Bolton Cottage, Chelsea.

SIR,

Mr. GÖDBÉ, with all the adroitness of a posture-master, pirouettes from point to point, and assumes names and positions, as though he were accountable neither for words nor actions. I will, as briefly as possible, reply to those parts of his letter which seem worth my notice.

He asserts.

I answer.

1st. That ‘Under the Walnut-tree’ was originally written for Mr. M’Keller, of Glasgow.

It was not.

2nd. That the subject (his Title states Melody) of my Song is only a slight modification of his Quartett.

He does not, by his own notation, show one entire Bar of my composition to be like his. My Song has a totally different Emphasis; and this is a fact not to be overlooked, Emphasis being, I conceive, in Music, what punctuation is in parts of speech.

3rd. That Mr. Pelzer positively declared that there could be no doubt of my composition having been taken from his.

Mr. Pelzer denies that ever he made such a statement.

When accidentally appealed to, he admitted there was a slight resemblance, but expressed his conviction that this was the effect of accident, not design. Mr. J. Addison and Mr. G. Herbert Rodwell were similarly appealed to by Mr. GÖdbÉ’s publisher. The former gentleman allowed that parts of the 1st and 4th Bar had some affinity, while the latter frankly confessed that he saw no resemblance at all between the two compositions. The passages that do assimilate are common phrases used by everybody; and I am aware of no patent which secures the right of such passages exclusively to Mr.
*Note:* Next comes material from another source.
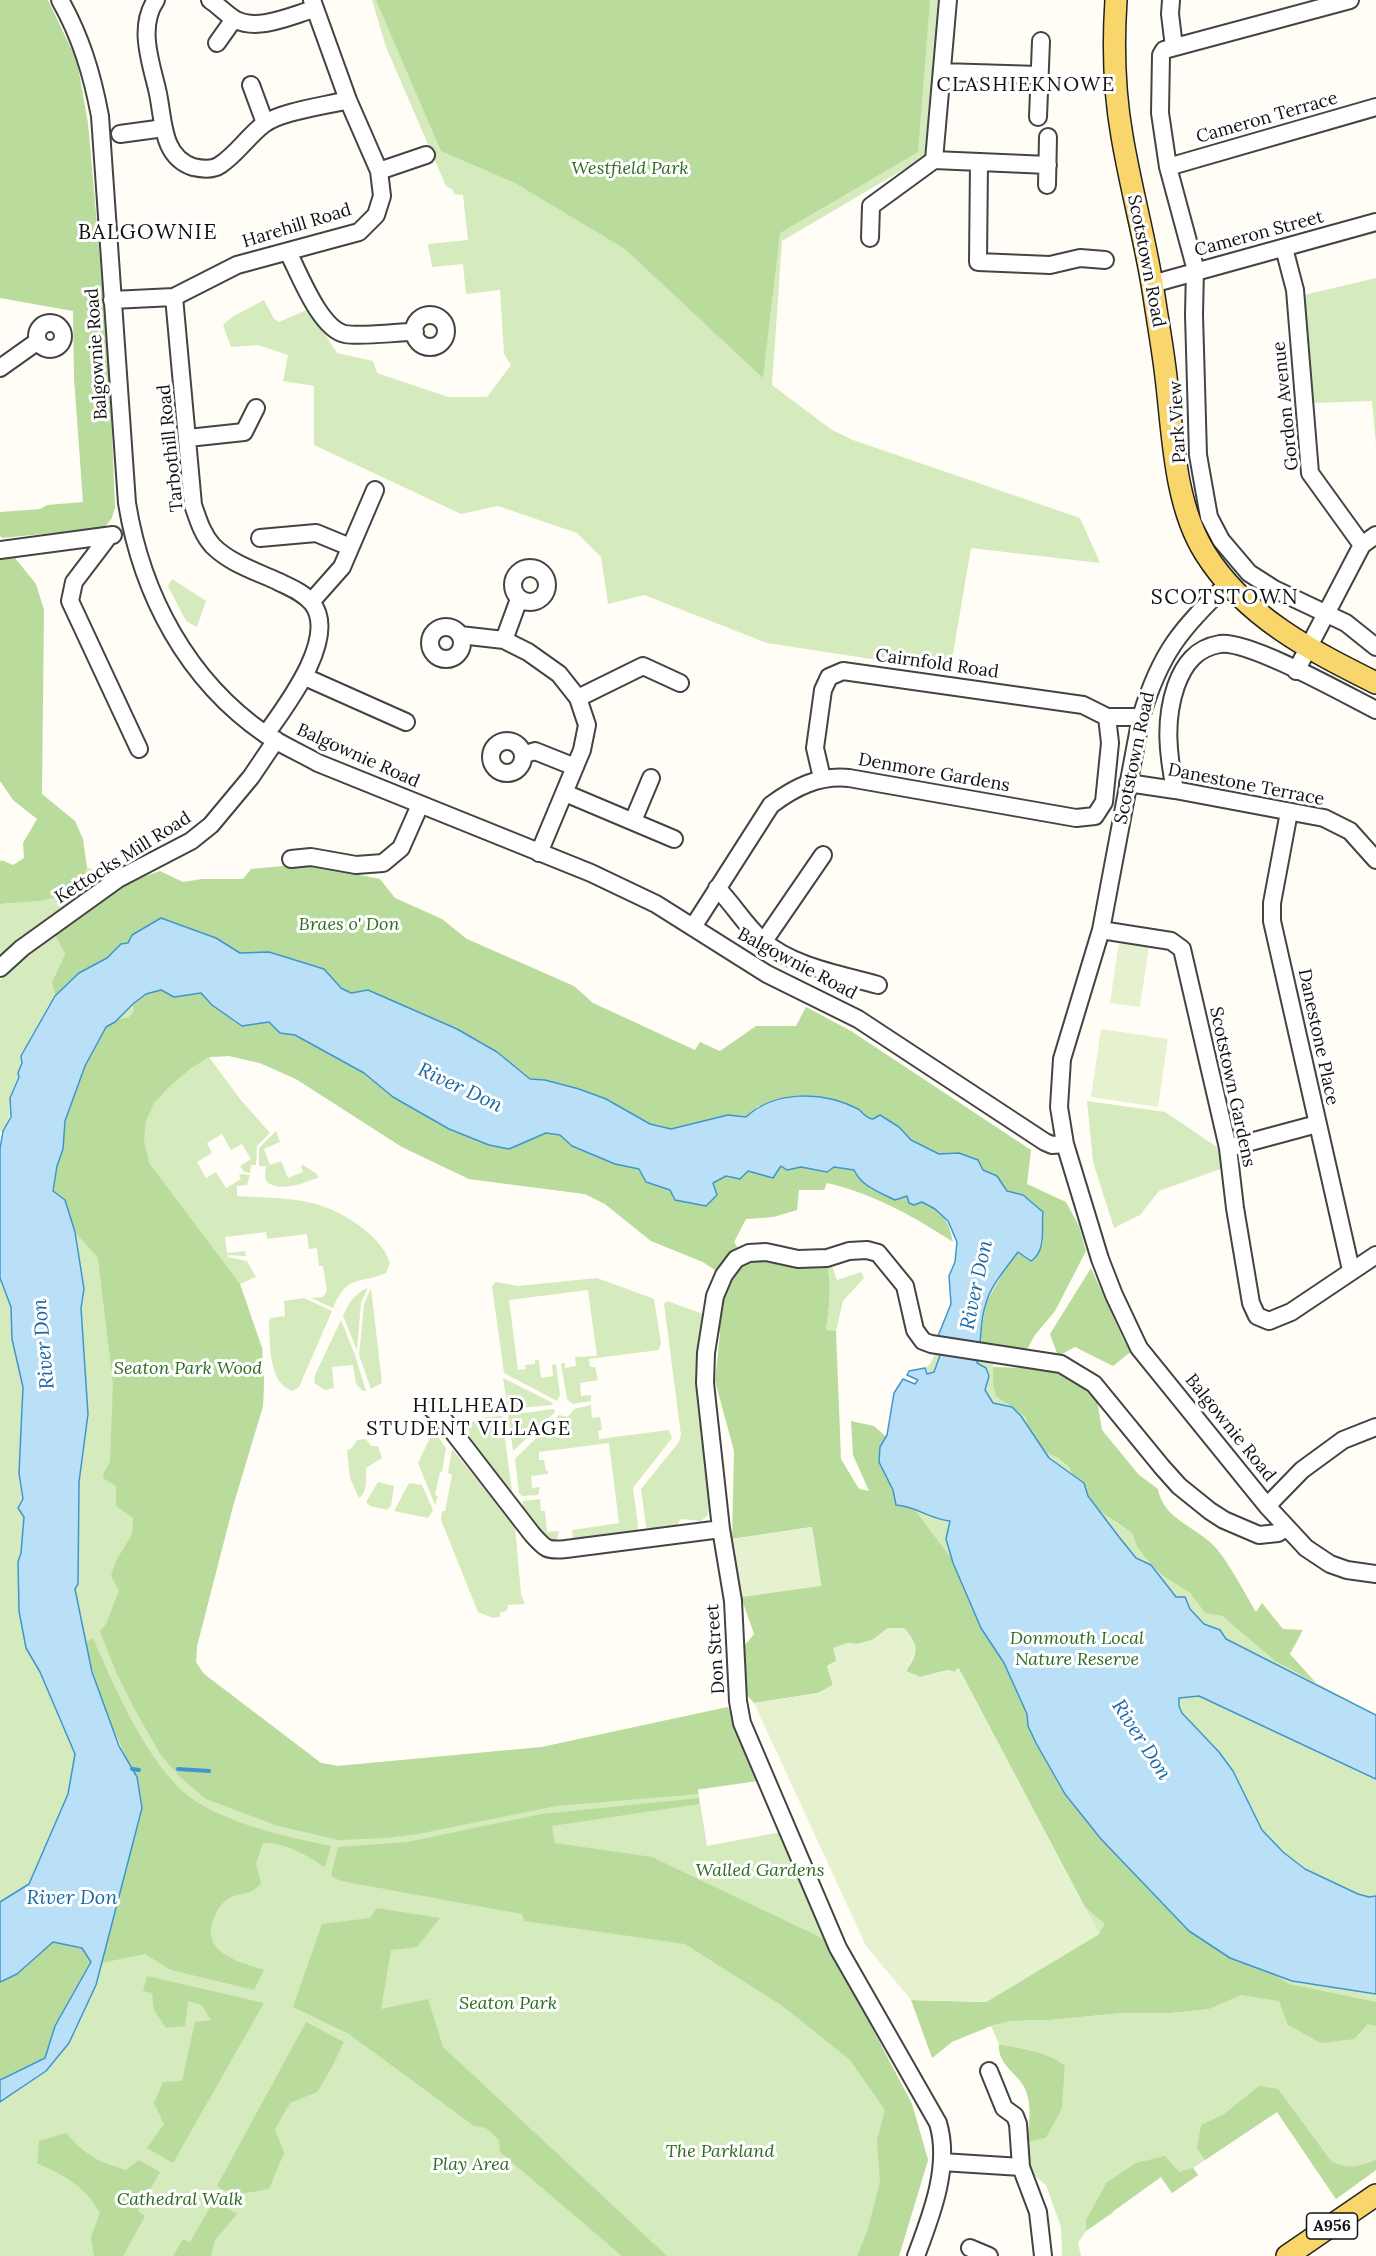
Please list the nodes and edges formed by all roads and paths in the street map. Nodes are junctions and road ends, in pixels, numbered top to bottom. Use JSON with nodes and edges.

GÖdbÉ.

4th. That I proposed stating on my Song, that his Quartett had been composed first.

I could not acknowledge a composition that I had never seen—a thing unborn, that, for aught I knew, had no existence beyond the author’s brain.

5th. That Mr. Duff mentioned to me the name of a Song written by him, but never published, called ‘Ladye Jane,’ before I wrote one bearing the same title; and inclines to the opinion, that he also read to me another Song, entitled ‘The First Green Leaf.’
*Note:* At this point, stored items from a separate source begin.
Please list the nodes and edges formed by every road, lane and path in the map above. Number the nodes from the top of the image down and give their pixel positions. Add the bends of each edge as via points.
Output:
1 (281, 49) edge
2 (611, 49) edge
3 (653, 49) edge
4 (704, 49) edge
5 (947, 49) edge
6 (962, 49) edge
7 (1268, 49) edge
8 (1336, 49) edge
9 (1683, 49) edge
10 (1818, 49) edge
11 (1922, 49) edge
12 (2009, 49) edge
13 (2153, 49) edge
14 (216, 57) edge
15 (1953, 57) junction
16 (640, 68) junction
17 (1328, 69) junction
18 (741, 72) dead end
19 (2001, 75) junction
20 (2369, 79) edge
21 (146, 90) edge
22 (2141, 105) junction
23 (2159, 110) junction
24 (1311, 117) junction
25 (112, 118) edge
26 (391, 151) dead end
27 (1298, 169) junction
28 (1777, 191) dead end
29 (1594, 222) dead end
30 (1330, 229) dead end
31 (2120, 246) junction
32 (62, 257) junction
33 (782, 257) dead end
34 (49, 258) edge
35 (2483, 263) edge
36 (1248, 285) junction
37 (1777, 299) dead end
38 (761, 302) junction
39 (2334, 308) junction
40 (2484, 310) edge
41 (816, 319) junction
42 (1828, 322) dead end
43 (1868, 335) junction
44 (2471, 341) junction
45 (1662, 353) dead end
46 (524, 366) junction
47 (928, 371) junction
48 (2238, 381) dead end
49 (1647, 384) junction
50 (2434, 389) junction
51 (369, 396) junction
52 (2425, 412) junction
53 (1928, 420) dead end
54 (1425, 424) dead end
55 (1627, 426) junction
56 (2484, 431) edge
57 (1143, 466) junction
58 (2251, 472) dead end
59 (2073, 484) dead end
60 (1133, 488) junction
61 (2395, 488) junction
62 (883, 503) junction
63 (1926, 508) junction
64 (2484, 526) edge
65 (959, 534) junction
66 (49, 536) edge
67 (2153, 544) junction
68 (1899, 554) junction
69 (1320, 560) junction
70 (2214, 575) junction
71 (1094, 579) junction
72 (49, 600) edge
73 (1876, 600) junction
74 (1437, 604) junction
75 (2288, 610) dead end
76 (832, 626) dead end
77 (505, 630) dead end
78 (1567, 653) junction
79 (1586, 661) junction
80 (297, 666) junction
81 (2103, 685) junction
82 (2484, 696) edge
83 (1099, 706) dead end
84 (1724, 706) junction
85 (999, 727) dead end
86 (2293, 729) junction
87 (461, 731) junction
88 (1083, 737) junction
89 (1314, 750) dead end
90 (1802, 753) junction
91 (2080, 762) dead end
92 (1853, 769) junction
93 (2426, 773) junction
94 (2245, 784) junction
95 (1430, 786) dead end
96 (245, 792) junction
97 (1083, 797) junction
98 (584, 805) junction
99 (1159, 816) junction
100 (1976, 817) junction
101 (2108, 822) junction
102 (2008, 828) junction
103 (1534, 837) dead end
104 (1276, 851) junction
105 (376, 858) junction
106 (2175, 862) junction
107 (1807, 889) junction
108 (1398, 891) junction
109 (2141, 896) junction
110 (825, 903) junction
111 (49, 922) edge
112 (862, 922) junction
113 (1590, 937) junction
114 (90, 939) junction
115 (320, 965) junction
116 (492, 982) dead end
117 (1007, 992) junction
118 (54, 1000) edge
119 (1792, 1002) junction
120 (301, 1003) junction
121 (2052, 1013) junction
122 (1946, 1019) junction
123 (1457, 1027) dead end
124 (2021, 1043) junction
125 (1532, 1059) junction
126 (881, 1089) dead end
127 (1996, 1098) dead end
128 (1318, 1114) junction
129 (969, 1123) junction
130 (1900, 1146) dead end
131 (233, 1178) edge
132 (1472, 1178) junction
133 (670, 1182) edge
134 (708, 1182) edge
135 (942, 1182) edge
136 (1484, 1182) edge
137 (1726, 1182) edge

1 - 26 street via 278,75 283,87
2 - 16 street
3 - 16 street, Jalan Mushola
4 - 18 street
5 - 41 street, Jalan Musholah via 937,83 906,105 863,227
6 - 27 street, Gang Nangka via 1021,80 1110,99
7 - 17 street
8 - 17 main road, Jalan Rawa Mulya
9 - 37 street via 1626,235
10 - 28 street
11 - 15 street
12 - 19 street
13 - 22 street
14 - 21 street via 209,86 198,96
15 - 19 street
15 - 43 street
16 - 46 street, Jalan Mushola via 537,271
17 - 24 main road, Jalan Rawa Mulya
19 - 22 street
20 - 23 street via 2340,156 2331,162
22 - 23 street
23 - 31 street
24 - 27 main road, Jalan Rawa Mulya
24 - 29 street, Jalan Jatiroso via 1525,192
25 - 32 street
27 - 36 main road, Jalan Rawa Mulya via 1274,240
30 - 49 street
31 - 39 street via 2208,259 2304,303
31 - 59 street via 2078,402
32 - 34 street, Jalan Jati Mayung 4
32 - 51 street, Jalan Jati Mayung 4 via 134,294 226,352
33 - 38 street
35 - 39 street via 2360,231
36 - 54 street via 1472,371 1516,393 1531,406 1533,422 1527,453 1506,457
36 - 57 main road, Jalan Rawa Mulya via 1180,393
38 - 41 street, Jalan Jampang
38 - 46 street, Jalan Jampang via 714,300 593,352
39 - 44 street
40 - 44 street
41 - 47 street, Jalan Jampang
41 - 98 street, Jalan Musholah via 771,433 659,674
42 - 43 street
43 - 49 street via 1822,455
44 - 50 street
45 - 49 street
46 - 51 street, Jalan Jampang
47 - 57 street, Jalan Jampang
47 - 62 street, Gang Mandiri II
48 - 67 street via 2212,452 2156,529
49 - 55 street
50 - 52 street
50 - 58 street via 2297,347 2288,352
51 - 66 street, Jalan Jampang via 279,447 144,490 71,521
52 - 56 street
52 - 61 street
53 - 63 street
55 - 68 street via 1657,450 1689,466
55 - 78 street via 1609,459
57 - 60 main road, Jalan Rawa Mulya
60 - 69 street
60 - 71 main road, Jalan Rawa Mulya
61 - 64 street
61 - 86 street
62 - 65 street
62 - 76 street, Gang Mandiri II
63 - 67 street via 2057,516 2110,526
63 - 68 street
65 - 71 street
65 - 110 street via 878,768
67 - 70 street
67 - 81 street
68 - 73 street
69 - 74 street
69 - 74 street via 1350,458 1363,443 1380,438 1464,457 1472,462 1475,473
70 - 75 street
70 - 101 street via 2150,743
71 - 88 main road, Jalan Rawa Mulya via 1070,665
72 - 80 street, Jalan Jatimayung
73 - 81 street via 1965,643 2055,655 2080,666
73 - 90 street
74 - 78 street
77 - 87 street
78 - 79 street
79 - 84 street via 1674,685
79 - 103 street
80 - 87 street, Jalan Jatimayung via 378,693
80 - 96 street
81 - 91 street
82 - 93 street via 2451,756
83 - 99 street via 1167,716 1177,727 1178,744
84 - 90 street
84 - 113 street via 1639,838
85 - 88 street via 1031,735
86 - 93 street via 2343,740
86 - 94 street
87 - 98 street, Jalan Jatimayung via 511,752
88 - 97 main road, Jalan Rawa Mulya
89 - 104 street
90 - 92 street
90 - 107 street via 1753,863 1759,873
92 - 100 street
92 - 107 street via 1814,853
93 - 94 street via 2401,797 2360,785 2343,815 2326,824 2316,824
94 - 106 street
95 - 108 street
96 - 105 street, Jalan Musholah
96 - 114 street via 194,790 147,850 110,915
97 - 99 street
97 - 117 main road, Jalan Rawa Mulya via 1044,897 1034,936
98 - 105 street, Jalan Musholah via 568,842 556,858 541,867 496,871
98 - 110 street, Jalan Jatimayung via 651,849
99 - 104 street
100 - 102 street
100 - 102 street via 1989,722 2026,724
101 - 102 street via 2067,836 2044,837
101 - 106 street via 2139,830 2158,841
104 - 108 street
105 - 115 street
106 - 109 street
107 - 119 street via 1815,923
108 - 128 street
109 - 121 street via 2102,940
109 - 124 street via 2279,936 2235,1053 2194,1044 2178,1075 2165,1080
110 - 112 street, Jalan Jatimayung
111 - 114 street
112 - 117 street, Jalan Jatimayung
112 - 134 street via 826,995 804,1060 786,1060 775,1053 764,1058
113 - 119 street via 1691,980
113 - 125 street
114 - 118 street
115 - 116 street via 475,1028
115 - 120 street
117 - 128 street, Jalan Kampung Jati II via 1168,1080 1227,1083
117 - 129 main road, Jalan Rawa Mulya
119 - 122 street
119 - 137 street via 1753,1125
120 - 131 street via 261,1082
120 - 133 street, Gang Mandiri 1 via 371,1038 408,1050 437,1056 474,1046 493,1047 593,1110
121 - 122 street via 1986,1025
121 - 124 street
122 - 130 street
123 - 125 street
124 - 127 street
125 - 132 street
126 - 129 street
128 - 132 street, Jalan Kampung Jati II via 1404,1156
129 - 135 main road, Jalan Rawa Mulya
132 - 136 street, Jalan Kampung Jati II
Mr. Duff never made mention to me of having written any such Song as ‘Ladye Jane’ until after the publication of mine; and declares that he never read to me ‘The First Green Leaf;’ moreover, that Mr. GÖdbÉ has used Mr. Duff’s name without his consent or authority, and that, too, after having been assured by Mr. Duff that no such reading ever took place.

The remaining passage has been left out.